Correy Galen J, Kneller Daniel W, Phillips Gwyndalyn, Pant Swati, Russi Silvia, Cohen Aina E, Meigs George, Holton James M, Gahbauer Stefan, Thompson Michael C, Ashworth Alan, Coates Leighton, Kovalevsky Andrey, Meilleur Flora, Fraser James S
Department of Bioengineering and Therapeutic Sciences, University of California San Francisco, San Francisco, CA 94158, USA.
Neutron Scattering Division, Oak Ridge National Laboratory, Oak Ridge, TN 37831, USA.
bioRxiv. 2022 Feb 9:2022.02.07.479477. doi: 10.1101/2022.02.07.479477.

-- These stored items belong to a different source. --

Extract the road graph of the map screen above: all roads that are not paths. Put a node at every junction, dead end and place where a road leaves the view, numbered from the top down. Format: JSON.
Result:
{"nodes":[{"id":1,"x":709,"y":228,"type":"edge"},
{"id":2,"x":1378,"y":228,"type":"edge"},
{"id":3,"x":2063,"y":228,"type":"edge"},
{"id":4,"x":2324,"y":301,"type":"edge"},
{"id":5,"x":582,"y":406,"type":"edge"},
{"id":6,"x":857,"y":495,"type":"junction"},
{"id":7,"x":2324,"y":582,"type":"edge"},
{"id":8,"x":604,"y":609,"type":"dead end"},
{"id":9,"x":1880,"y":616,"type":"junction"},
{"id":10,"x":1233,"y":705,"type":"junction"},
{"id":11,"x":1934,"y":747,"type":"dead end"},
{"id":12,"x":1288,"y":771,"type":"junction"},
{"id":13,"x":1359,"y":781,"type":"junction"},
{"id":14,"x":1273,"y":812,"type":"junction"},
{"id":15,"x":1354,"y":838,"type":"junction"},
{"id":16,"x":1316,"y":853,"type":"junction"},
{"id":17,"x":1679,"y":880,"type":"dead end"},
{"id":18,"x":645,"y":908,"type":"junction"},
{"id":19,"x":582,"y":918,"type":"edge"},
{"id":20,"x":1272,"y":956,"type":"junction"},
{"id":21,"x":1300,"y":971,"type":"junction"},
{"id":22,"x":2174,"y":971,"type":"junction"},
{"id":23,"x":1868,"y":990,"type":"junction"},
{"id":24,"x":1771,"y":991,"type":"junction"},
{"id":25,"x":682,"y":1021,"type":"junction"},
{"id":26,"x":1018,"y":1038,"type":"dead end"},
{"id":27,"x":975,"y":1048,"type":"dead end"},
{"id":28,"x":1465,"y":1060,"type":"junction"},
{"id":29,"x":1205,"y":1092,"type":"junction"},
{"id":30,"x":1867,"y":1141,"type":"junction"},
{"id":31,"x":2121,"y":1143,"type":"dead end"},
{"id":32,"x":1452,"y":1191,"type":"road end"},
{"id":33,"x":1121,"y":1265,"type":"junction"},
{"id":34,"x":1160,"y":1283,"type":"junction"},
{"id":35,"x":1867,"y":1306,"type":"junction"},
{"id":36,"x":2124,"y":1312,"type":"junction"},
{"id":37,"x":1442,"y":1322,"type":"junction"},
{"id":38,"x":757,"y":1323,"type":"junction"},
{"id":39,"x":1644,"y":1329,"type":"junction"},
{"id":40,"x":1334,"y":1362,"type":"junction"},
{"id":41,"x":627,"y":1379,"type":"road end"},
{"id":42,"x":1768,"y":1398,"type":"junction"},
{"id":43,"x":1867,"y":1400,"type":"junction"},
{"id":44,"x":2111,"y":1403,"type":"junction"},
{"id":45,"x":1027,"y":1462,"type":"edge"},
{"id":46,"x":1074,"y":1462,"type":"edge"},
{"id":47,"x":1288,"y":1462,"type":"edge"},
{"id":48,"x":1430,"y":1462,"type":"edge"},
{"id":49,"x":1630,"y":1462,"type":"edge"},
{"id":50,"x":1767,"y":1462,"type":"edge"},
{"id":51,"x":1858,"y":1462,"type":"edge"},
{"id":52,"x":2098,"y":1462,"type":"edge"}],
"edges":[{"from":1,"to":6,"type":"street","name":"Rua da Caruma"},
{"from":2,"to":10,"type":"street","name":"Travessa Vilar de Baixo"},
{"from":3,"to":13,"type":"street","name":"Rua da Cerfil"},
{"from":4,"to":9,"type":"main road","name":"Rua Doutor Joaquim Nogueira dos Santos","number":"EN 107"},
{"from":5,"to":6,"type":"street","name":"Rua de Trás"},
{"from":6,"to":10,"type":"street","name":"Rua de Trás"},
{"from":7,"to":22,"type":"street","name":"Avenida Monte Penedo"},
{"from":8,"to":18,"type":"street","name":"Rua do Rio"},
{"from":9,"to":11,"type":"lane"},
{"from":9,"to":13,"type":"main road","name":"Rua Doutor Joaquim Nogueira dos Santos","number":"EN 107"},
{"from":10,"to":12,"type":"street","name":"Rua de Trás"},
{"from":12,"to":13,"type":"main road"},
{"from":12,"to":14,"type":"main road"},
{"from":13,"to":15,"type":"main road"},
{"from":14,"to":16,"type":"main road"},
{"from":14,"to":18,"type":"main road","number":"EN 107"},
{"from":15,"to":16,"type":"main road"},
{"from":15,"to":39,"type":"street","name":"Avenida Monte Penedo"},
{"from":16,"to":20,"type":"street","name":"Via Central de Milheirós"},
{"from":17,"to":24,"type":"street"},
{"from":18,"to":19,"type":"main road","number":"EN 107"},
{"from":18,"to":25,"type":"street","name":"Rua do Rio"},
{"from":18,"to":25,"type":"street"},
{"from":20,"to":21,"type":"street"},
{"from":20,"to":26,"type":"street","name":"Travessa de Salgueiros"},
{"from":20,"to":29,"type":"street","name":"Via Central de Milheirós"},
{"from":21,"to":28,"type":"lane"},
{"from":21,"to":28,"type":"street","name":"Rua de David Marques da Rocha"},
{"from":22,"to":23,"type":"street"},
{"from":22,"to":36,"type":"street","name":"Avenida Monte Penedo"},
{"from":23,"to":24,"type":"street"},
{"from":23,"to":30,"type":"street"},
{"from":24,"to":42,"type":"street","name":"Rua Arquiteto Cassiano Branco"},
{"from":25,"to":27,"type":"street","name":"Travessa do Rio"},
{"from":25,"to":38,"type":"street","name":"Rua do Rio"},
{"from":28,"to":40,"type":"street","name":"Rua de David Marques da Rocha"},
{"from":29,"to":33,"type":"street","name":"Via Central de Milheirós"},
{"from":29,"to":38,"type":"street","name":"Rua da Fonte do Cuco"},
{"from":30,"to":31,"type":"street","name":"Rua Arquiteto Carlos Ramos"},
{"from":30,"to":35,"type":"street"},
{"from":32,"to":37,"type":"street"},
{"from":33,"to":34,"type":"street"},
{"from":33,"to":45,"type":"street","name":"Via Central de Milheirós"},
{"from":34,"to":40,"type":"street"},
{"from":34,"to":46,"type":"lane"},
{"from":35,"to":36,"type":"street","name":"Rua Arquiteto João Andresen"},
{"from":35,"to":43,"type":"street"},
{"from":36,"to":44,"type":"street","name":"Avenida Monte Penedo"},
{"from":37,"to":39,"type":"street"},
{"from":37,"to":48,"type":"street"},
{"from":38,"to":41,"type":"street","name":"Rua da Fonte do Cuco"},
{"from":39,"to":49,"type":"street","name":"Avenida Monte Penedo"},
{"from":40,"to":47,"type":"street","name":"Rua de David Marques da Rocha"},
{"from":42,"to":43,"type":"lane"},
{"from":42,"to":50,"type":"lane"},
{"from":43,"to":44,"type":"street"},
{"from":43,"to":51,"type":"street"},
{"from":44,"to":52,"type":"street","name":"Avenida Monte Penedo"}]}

The NSP3 macrodomain of SARS CoV 2 (Mac1) removes ADP-ribosylation post-translational modifications, playing a key role in the immune evasion capabilities of the virus responsible for the COVID-19 pandemic. Here, we determined neutron and X-ray crystal structures of the SARS-CoV-2 NSP3 macrodomain using multiple crystal forms, temperatures, and pHs, across the apo and ADP-ribose-bound states. We characterize extensive solvation in the Mac1 active site, and visualize how water networks reorganize upon binding of ADP-ribose and non-native ligands, inspiring strategies for displacing waters to increase potency of Mac1 inhibitors. Determining the precise orientations of active site water molecules and the protonation states of key catalytic site residues by neutron crystallography suggests a catalytic mechanism for coronavirus macrodomains distinct from the substrate-assisted mechanism proposed for human MacroD2. These data provoke a re-evaluation of macrodomain catalytic mechanisms and will guide the optimization of Mac1 inhibitors.
严重急性呼吸综合征冠状病毒2(SARS-CoV-2)的NSP3宏结构域(Mac1)可去除翻译后修饰的ADP核糖基化,在导致新冠疫情的病毒免疫逃逸能力中起关键作用。在此,我们利用多种晶体形式、温度和pH值,在无配体和ADP核糖结合状态下,确定了SARS-CoV-2 NSP3宏结构域的中子和X射线晶体结构。我们对Mac1活性位点的广泛溶剂化进行了表征,并可视化了ADP核糖和非天然配体结合后水网络的重新组织,从而启发了置换水以提高Mac1抑制剂效力的策略。通过中子晶体学确定活性位点水分子的精确取向和关键催化位点残基的质子化状态,揭示了冠状病毒宏结构域不同于人类MacroD2所提出的底物辅助机制的催化机制。这些数据促使人们重新评估宏结构域的催化机制,并将指导Mac1抑制剂的优化。